I throw myself against him, press my lips to his, and hope that time just ends. He turns. He covers my body with his own. His mouth draws a line up my neck, whispers into my ear. There is no story I could write for myself better than this one. I am fully and truly satisfied. What can he give me, then? This desert. These rocks. Each part of him that presses flush against me. He can give me these. I need nothing more.

"Give me this," I say, my palm against his chest. "Give me you. For just as long as you want to."

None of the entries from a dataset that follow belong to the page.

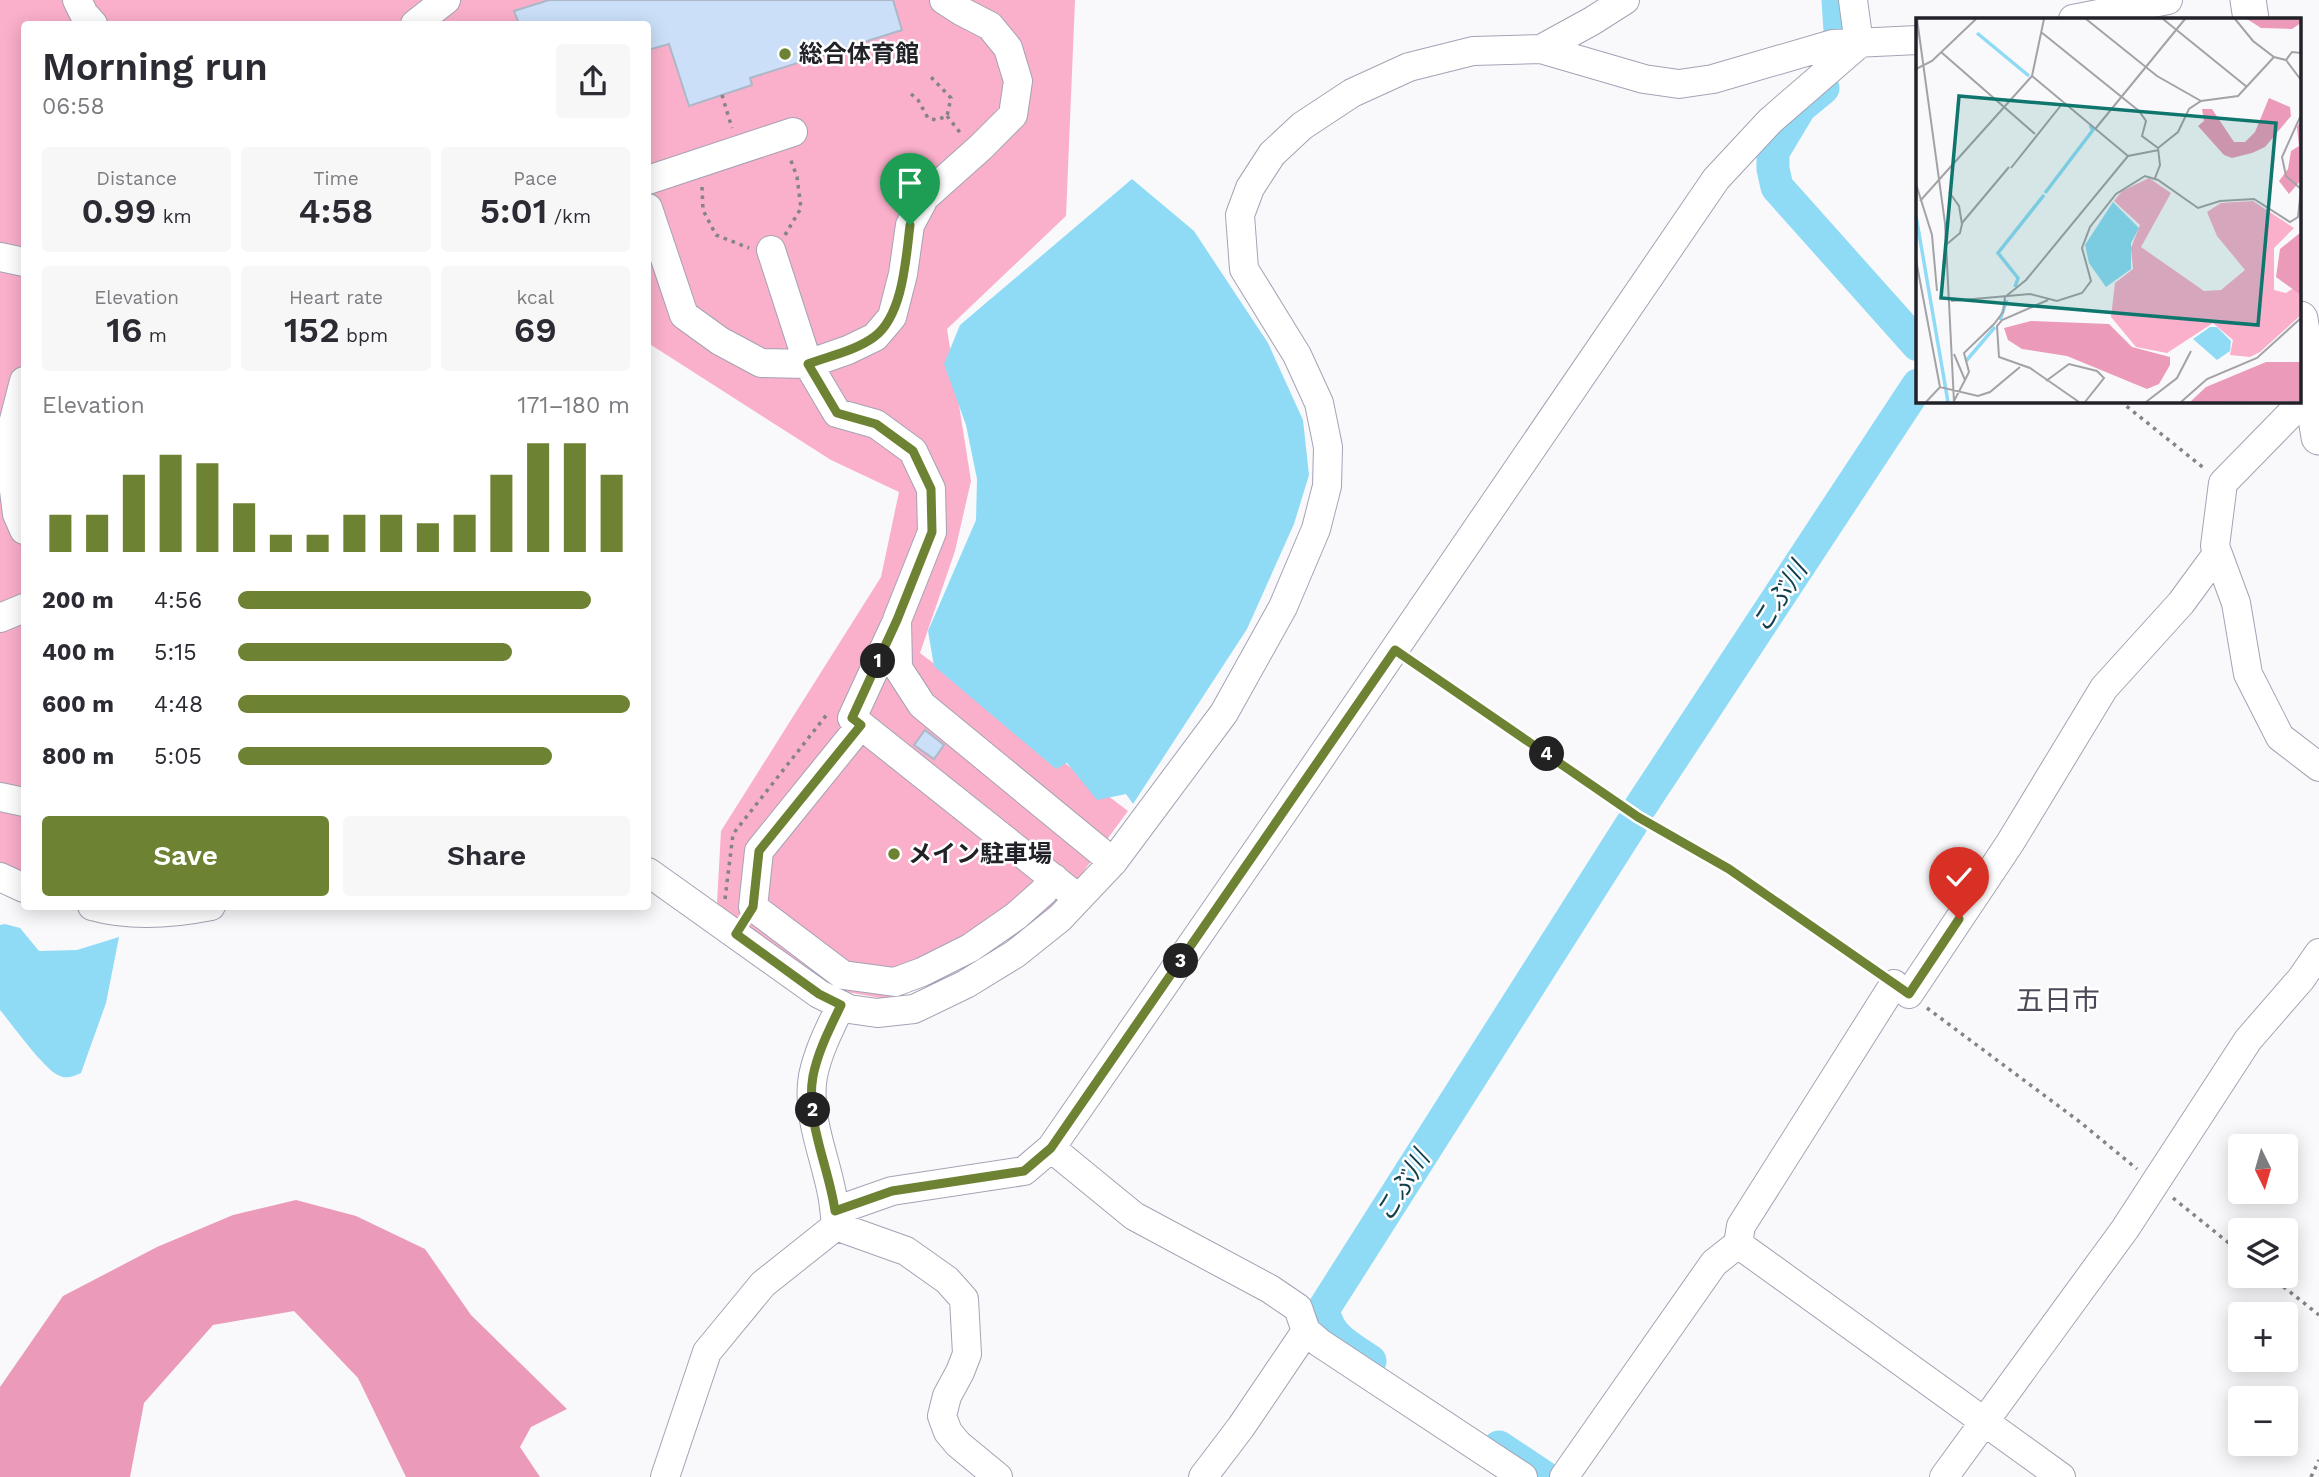 <!DOCTYPE html>
<html lang="en">
<head>
<meta charset="utf-8">
<style>
	:root { --surface:#fff; --page:#f7f7f7; --text:#2b2b33; --muted:#7c7c81; --accent:#6d8232 }
	body { margin:0; font-family:"Work Sans","Noto Sans JP",sans-serif; background:var(--page); color:var(--text); height:100vh; display:flex; flex-direction:column; font-size:26px; white-space:nowrap }
	* { box-sizing:border-box; margin:0 }
	p { font-size:23px; color:var(--muted) }
	.icon { flex:none; width:38px; height:38px; fill:none; stroke:currentColor; stroke-width:2; stroke-linecap:round; stroke-linejoin:round }
	.map { position:relative; flex:1; overflow:hidden }
	.details { position:absolute; left:21px; top:21px; width:630px; height:889px; display:flex; flex-direction:column; background:var(--surface); border-radius:7px; box-shadow:0 4px 18px #0003 }
	.details>* { flex:none }
	.needle { width:46px; rotate:175deg }
	.controls { position:absolute; left:2228px; top:1134px; display:grid; gap:14px }
	.controls a { display:grid; place-items:center; width:70px; height:70px; border-radius:7px; background:var(--surface); box-shadow:0 4px 18px #0003; font-size:35px }
	.pin { position:absolute; display:grid; place-items:center; width:60px; height:60px; color:#fff; margin:-72px -30px; border-radius:50% 50% 50% 0; rotate:-45deg; box-shadow:0 0 7px #0007 }
	.pin .icon { rotate:45deg }
	.km { position:absolute; width:35px; height:35px; margin:-18px; border-radius:50%; background:#222; color:#fff; font-size:19px; line-height:35px; text-align:center }
	.round { display:grid; place-items:center; flex:none; width:74px; height:74px; border-radius:7px; background:var(--page) }
	.head { display:flex; align-items:center; justify-content:space-between; height:119px; padding:0 21px }
	h1 { font-size:38px; font-weight:600; line-height:52px }
	.metrics { display:grid; grid-template-columns:repeat(3,1fr); gap:10px; height:119px; padding:7px 21px }
	.metrics div { display:grid; align-content:center; border-radius:7px; background:var(--page); text-align:center }
	.metrics b { font-size:35px; font-weight:600 }
	.metrics small { font-size:19px; font-weight:400 }
	.metrics p { font-size:19px }
	.chart { height:196px; padding:14px 21px }
	.chart p { display:flex; justify-content:space-between }
	.chart svg { width:100%; height:126px; margin-top:7px; stroke:var(--accent); stroke-width:6 }
	.cta { display:flex; gap:14px; margin-top:auto; padding:14px 21px }
	.cta a { flex:1; height:80px; border-radius:7px; background:var(--accent); color:#fff; font-size:28px; font-weight:600; line-height:80px; text-align:center }
	.cta a+a { background:var(--page); color:var(--text) }
	ul { padding:0 21px; list-style:none; font-size:23px }
	li { display:grid; grid-template-columns:112px 84px 1fr; align-items:center; height:52px }
	li i { height:18px; border-radius:9px; background:var(--accent) }
	.map>svg:first-child { display:block }
	.green { fill:#faafcb }
	.forest { fill:#ec9ab9 }
	.water { fill:#8fdbf6 }
	.lines { fill:none; stroke-linecap:round; stroke-linejoin:round }
	.river { stroke:#8fdbf6; stroke-width:33 }
	.building { fill:#cbdff9; stroke:#acb8c7; stroke-width:2 }
	.minor-casing { stroke:#a4a3b5; stroke-width:30 }
	.major-casing { stroke:#a4a3b5; stroke-width:37 }
	.path { stroke:#838388; stroke-width:3.5; stroke-dasharray:3.5 5; stroke-linecap:butt }
	.minor { stroke:#fff; stroke-width:28 }
	.major { stroke:#fff; stroke-width:35 }
	.route-casing { stroke:#fff; stroke-width:14 }
	.route { stroke:#6d8232; stroke-width:9 }
	.poi-dot { fill:#6d8232; stroke:#fff; stroke-width:2.5 }
	.labels { text-anchor:middle; stroke-width:5; stroke-linejoin:round; paint-order:stroke }
	.poi-label { font-size:24px; font-weight:bold; fill:#212128; stroke:#fff; text-anchor:start }
	.water-label { font-size:26px; font-style:italic; fill:#113f4d; stroke:#fff }
	.quarter-label { font-size:28px; fill:#4b4a59; stroke:#fff }
	.inset-river { fill:none; stroke:#8fdbf6; stroke-width:3.5 }
	.inset-road { fill:none; stroke:#a3a3a7; stroke-width:2 }
	.view { fill:#0f766e; fill-opacity:0.15; stroke:#0f766e; stroke-width:3.5 }
	.inset-edge { fill:none; stroke:#212128; stroke-width:3.5 }
</style>
</head>
<body>
<div class="map">
<svg width="2319" height="1477" viewBox="0 0 2319 1477">
	<rect width="100%" height="100%" fill="#f9f9fc"/>
	<!-- green -->
	<path class="green" d="M 0,0 L 1075,0 L 1066,216 L 947,329 L 971,481 L 955,551 L 920,653 L 1128,811 L 1072,887 L 1039,920 L 973,963 L 886,999 L 830,989 L 717,903 L 721,831 L 881,577 L 899,492 L 831,460 L 648,343 L 648,24 L 24,24 L 24,876 L 0,866 Z"/>
	<!-- forest -->
	<path class="forest" d="M 296,1200 L 356,1216 L 425,1249 L 471,1315 L 567,1409 L 531,1427 L 520,1447 L 540,1477 L 406,1477 L 358,1378 L 294,1311 L 213,1325 L 144,1403 L 130,1477 L 0,1477 L 0,1387 L 63,1296 L 157,1247 L 233,1215 Z"/>
	<!-- water -->
	<path class="water" d="M 1132,179 L 1194,231 L 1268,343 L 1303,420 L 1309,475 L 1294,524 L 1247,629 L 1133,804 L 1126,794 L 1097,800 L 1067,763 L 1056,769 L 934,666 L 928,631 L 976,520 L 977,479 L 966,425 L 944,364 L 960,325 Z
		M 5,924 L 20,928 L 39,951 L 77,950 L 119,937 L 106,1003 L 81,1073 C 75,1076 66,1079 60,1076 C 45,1071 12,1024 0,1010 L 0,925 Z"/>
	<g class="lines">
		<!-- river -->
		<path class="river" d="M 1838,0 L 1840,31
			M 1823,88 L 1800,107 L 1773,152 L 1773,169 L 1777,187 L 1918,345
			M 1639,809 L 1918,385
			M 1370,1361 C 1347,1345 1330,1339 1323,1310 L 1631,825
			M 1499,1447 L 1544,1477"/>
	</g>
	<!-- building -->
	<path class="building" d="M 549,0 L 893,0 L 902,30 L 750,78 L 752,85 L 689,106 L 669,44 L 648,50 L 648,24 L 519,24 L 514,11 Z
		M 925,730 L 944,745 L 934,759 L 914,745 Z"/>
	<g class="lines">
		<!-- minor casing -->
		<g class="minor-casing">
			<path id="minor" d="M 77,0 L 84,14 L 93,24
				M 1853,0 L 1859,44
				M 2073,19 L 2168,0
				M 415,24 L 446,0
				M 1541,49 L 1592,21 L 1625,0
				M 648,180 L 793,132
				M 648,208 L 684,315 L 720,341 L 761,363 L 808,364 L 848,350 L 875,337 L 892,317 L 903,274 L 910,225 L 925,197 L 981,147 L 1013,115 L 1018,81 L 1008,48 L 990,26 L 961,11 L 944,0
				M 771,250 L 808,364 L 837,413 L 876,424 L 913,451 L 931,489 L 932,532 L 897,620 L 898,668 L 922,705 L 1113,862
				M 0,257 L 24,262
				M 24,381 L 8,443 L 17,514 L 24,530
				M 2312,392 L 2223,483 L 2215,546 L 2236,603 L 2248,674 L 2280,737 L 2319,767
				M 0,618 L 24,608
				M 894,627 L 852,718 L 1068,890
				M 861,725 L 759,851 L 753,907 L 843,975 L 895,982 L 922,972 L 970,948 L 1016,916 L 1043,892 L 1054,878
				M 0,797 L 24,802
				M 648,872 L 819,994 L 849,1009 L 877,1013 L 914,1009 L 966,984 L 1015,954 L 1060,918 L 1113,862 L 1224,713 L 1283,607 L 1316,529 L 1327,486 L 1328,447 L 1319,403 L 1297,355 L 1244,269 L 1240,215 L 1250,188 L 1272,154 L 1302,126 L 1352,93 L 1409,67 L 1473,51 L 1541,49 L 1644,79 L 1679,84 L 1713,79 L 1833,44 L 1918,40
				M 0,877 L 24,888
				M 92,906 C 131,917 171,914 211,906
				M 1909,994 L 2010,843 L 2104,688 L 2181,603 L 2217,554
				M 1051,1148 L 1134,1216 L 1270,1289 L 1298,1308 L 1306,1331 L 1320,1343 L 1523,1477
				M 835,1211 L 892,1191 L 1024,1171 L 1051,1148 L 1280,817 L 1716,179 L 1770,121 L 1859,44
				M 836,1226 L 906,1251 L 947,1280 L 964,1299 L 967,1354 L 960,1372 L 947,1396 L 942,1416 L 948,1432 L 958,1444 L 998,1477
				M 836,1226 C 835,1216 834,1204 832,1194 C 825,1156 806,1115 813,1076 C 818,1051 830,1028 841,1005
				M 1738,1244 L 2061,1477
				M 665,1477 L 707,1352 L 763,1284 L 836,1226
				M 1203,1477 L 1241,1427 L 1306,1331
				M 1564,1477 L 1714,1263 L 1738,1244 L 1741,1226 L 1894,984
				M 1944,1477 L 2125,1229 L 2248,1040 L 2301,979 L 2319,953"/>
		</g>
		<!-- major casing -->
		<g class="major-casing">
			<path id="major" d="M 2248,0 L 2251,19
				M 2300,319 L 2319,437"/>
		</g>
		<!-- path -->
		<path class="path" d="M 911,94 L 918,100 L 928,118 L 936,120 L 947,116 L 951,98 L 930,76
			M 722,95 L 732,128
			M 947,116 L 962,135
			M 702,187 L 703,210 L 716,235 L 749,248
			M 785,235 L 801,208 L 797,177 L 790,158
			M 2120,401 L 2205,469
			M 1413,663 L 1638,817 L 1729,869 L 1875,971
			M 725,899 L 733,834 L 828,713
			M 1927,1008 L 2080,1122 L 2137,1169
			M 2173,1198 L 2240,1252
			M 2270,1276 L 2319,1315
			M 2311,1477 L 2319,1460"/>
		<!-- minor -->
		<use href="#minor" class="minor"/>
		<!-- major -->
		<use href="#major" class="major"/>
	</g>
	<g class="lines">
		<!-- route casing -->
		<g class="route-casing">
			<path id="route" d="M 910,225 C 906,258 903,316 874,337 C 855,351 829,356 808,364 L 837,413 L 876,424 L 913,451 L 931,489 L 932,532 L 897,620 L 852,718 L 861,725 L 759,851 L 753,907 L 736,934 L 819,994 L 841,1005 C 830,1028 818,1051 813,1076 C 805,1121 829,1167 835,1211 L 892,1191 L 1024,1171 L 1051,1148 L 1395,650 L 1638,817 L 1729,869 L 1909,994 L 1959,919"/>
		</g>
		<!-- route -->
		<use href="#route" class="route"/>
	</g>
	<!-- markers -->
	<g class="poi-dot">
		<circle cx="785" cy="54" r="7"/>
		<circle cx="894" cy="854" r="7"/>
	</g>
	<g class="labels">
		<!-- poi labels -->
		<g class="poi-label">
			<text x="799" y="62">総合体育館</text>
			<text x="908" y="862">メイン駐車場</text>
		</g>
		<!-- water labels -->
		<g class="water-label">
			<text transform="translate(1779 597) rotate(-57)" y="9">こぶ川</text>
			<text transform="translate(1402 1186) rotate(-58)" y="9">こぶ川</text>
		</g>
		<!-- quarter labels -->
		<g class="quarter-label">
			<text x="2058" y="1010">五日市</text>
		</g>
	</g>
	<!-- overview -->
	<g transform="translate(1916 18)">
		<rect width="385" height="385" fill="#f9f9fc"/>
		<path d="M 233,160 L 255,175 L 225,229 L 288,273 L 305,272 L 329,252 L 301,218 L 291,194 L 305,185 L 337,183 L 378,210 L 358,230 L 358,272 L 370,275 L 385,265 L 385,297 L 344,334 L 334,339 L 314,337 L 317,322 L 297,305 L 251,335 L 220,329 L 195,299 L 199,265 L 217,251 L 215,230 L 224,207 L 198,183 L 206,173 Z" fill="#faafcb"/>
		<path d="M 331,1 L 385,1 L 385,5 L 376,11 L 345,10 ZM 353,80 L 374,89 L 375,98 L 349,129 L 336,135 L 316,140 L 308,137 L 282,108 L 288,103 L 286,91 L 296,91 L 318,124 L 329,124 L 339,114 ZM 385,102 L 385,162 L 373,176 L 363,163 L 372,151 L 375,133 L 383,128 L 381,109 ZM 385,214 L 385,277 L 360,259 L 364,231 ZM 115,303 L 193,306 L 216,329 L 254,339 L 254,347 L 243,366 L 231,371 L 151,338 L 106,331 L 92,322 L 88,310 ZM 350,344 L 385,344 L 385,383 L 274,384 L 290,369 Z" fill="#ec9ab9"/>
		<path d="M 197,184 L 223,210 L 215,225 L 215,251 L 190,269 L 173,245 L 169,227 ZM 294,309 L 301,309 L 315,323 L 314,333 L 301,342 L 277,321 Z" fill="#8fdbf6"/>
		<path class="inset-river" d="M 61,15 L 113,58M 129,175 L 177,112 L 174,107M 0,198 L 32,384M 99,269 L 102,260 L 82,235 L 128,177M 84,302 L 91,282M 50,343 L 79,309"/>
		<path class="inset-road" d="M 1,1 L 29,205 L 38,384M 170,1 L 241,58 L 285,83M 247,1 L 331,69M 319,1 L 337,23 L 358,39 L 370,42 L 376,34 L 385,35M 125,14 L 223,93 L 230,103 L 226,118 L 242,130M 25,34 L 119,116M 370,42 L 385,62M 0,51 L 16,43 L 60,1M 116,58 L 212,138M 180,110 L 269,1M 242,130 L 262,114 L 273,91 L 285,83 L 322,78 L 358,39M 95,150 L 146,86M 239,160 L 244,147 L 242,130M 0,166 L 16,217 L 21,273M 385,171 L 370,158 L 366,139 L 385,97M 4,183 L 116,58 L 128,1M 46,205 L 93,149M 31,226 L 44,215 L 46,206 L 43,188 L 33,174M 0,242 L 24,369M 89,279 L 110,262 L 212,138 L 243,132M 132,282 L 86,302 L 81,308 L 83,339 L 114,350 L 163,384M 35,283 L 114,276 L 141,283 L 166,275 L 175,263 L 166,230 L 174,209 L 200,176 L 229,158 L 242,162 L 282,190 L 304,183 L 338,181 L 374,204 L 382,199 L 385,171M 38,336 L 49,362 L 38,383M 49,362 L 53,354 L 48,335 L 78,306 L 87,294 L 89,279M 130,363 L 153,346 L 181,353 L 188,360 L 169,384M 10,384 L 24,369 L 62,378 L 74,374 L 104,349M 230,384 L 261,360 L 275,333M 265,384 L 291,361 L 341,340 L 385,300"/>
		<path class="view" d="M 43,78 L 360,105 L 342,307 L 25,280 Z"/>
		<rect width="385" height="385" class="inset-edge"/>
	</g>
</svg>
<div class="controls">
<a><svg class="needle" viewBox="-14 -14 28 28"><path d="M0-13l5 13h-10z" fill="#e53935"/><path d="M0 13l5-13h-10z" fill="#7c7c81"/></svg></a>
<a><svg class="icon" aria-label="layers" viewBox="0 0 24 24"><path d="M12 4l9 5-9 5-9-5zM3 14l9 5 9-5"/></svg></a>
<a>+</a>
<a>−</a>
</div>
<div class="pin" style="left:910px;top:225px;background:#1e9e55"><svg class="icon" aria-label="arrive" viewBox="0 0 24 24"><path d="M6 21V4h12l-3 4 3 4H6"/></svg></div>
<div class="pin" style="left:1959px;top:919px;background:#d93025"><svg class="icon" aria-label="check" viewBox="0 0 24 24"><path d="M5 12l5 5 9-10"/></svg></div>
<b class="km" style="left:878px;top:661px">1</b>
<b class="km" style="left:813px;top:1110px">2</b>
<b class="km" style="left:1181px;top:961px">3</b>
<b class="km" style="left:1547px;top:754px">4</b>
<section class="details">
<div class="head"><div><h1>Morning run</h1><p>06:58</p></div><a class="round"><svg class="icon" aria-label="share" viewBox="0 0 24 24"><path d="M12 15V3M7 8l5-5 5 5M5 13v7h14v-7"/></svg></a></div>
<div class="metrics">
<div><p>Distance</p><b>0.99<small> km</small></b></div>
<div><p>Time</p><b>4:58</b></div>
<div><p>Pace</p><b>5:01<small> /km</small></b></div>
</div>
<div class="metrics">
<div><p>Elevation</p><b>16<small> m</small></b></div>
<div><p>Heart rate</p><b>152<small> bpm</small></b></div>
<div><p>kcal</p><b>69</b></div>
</div>
<div class="chart"><p><span>Elevation</span>171–180 m</p>
<svg viewBox="0 0 160 44" preserveAspectRatio="none"><path d="M5 44V31M15 44V31M25 44V17M35 44V10M45 44V13M55 44V27M65 44V38M75 44V38M85 44V31M95 44V31M105 44V34M115 44V31M125 44V17M135 44V6M145 44V6M155 44V17"/></svg>
</div>
<ul>
<li><b>200 m</b>4:56<i style="width:90%"></i></li>
<li><b>400 m</b>5:15<i style="width:70%"></i></li>
<li><b>600 m</b>4:48<i style="width:100%"></i></li>
<li><b>800 m</b>5:05<i style="width:80%"></i></li>
</ul>
<div class="cta"><a>Save</a><a>Share</a></div>
</section>
</div>
</body>
</html>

He traps my hand with his, creates a cage around his heart. "Forever, then?"

Behind him, all I see is the sky, the sun in his hair like a fiery crown. Forever. Finally, it doesn't sound like a curse. "Forever, then."

We stand, not quite sure of what comes next, of where forever starts. But we have this. This desert. These rocks. His hands across my skin like a river, like a promise. Our descent is clean and quick, the mountain somehow softer from my longing, but we ramble the return path slowly. The minutes smear together. Everything casts a shadow. I wonder aloud if there was even any escape from them, the alluring monsters who captured my heart.

" 'The more I saw of them,' " he quoted, " 'the greater became my desire to claim their protection and kindness.' "

I laugh, the sound a distant echo off each surrounding stone. " 'My heart yearned to be known and loved by these amiable creatures.' "

Jasper turns to me, his brow quirked in practised interest. "But doesn't that make you The Monster?" He laughs softly, quietly, and then simply walks away.

Perhaps he's right. Perhaps I am The Monster. I suppose I'll have forever to find out.